## WHAT YOU ARE ASKED TO DO
When a line in the records contains the string "main", copy that line.
·····
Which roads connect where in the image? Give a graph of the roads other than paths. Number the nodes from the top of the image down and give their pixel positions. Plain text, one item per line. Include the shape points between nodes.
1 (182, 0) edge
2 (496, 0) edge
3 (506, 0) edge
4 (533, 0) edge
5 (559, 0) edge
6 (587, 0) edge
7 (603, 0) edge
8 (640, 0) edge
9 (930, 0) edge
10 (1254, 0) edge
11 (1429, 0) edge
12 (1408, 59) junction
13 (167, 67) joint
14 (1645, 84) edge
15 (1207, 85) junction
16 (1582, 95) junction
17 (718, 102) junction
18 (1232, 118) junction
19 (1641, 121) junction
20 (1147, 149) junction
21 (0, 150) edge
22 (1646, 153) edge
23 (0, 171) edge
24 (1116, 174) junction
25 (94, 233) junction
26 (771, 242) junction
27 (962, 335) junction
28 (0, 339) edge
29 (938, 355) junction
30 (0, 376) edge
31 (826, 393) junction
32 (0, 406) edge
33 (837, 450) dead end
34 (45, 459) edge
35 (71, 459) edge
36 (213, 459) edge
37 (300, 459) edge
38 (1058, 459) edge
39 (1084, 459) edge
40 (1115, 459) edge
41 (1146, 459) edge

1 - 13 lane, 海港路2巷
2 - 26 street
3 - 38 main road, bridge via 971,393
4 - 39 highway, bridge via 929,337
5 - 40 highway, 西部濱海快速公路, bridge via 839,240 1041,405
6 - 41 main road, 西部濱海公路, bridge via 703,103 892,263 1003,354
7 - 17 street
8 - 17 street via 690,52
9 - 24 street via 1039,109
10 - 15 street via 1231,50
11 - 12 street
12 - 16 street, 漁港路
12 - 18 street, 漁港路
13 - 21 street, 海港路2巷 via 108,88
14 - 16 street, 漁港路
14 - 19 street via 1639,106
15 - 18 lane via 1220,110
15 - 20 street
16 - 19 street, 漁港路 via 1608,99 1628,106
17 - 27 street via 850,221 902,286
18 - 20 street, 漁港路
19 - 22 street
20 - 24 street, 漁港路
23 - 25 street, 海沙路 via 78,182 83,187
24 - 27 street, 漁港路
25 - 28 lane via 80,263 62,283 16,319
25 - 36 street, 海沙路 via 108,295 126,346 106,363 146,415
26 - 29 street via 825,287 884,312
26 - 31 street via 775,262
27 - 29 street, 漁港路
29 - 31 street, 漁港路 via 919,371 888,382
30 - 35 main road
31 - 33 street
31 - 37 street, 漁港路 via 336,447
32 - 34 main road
·····
## WRITTEN RESPONSE
3 - 38 main road, bridge via 971,393
6 - 41 main road, 西部濱海公路, bridge via 703,103 892,263 1003,354
30 - 35 main road
32 - 34 main road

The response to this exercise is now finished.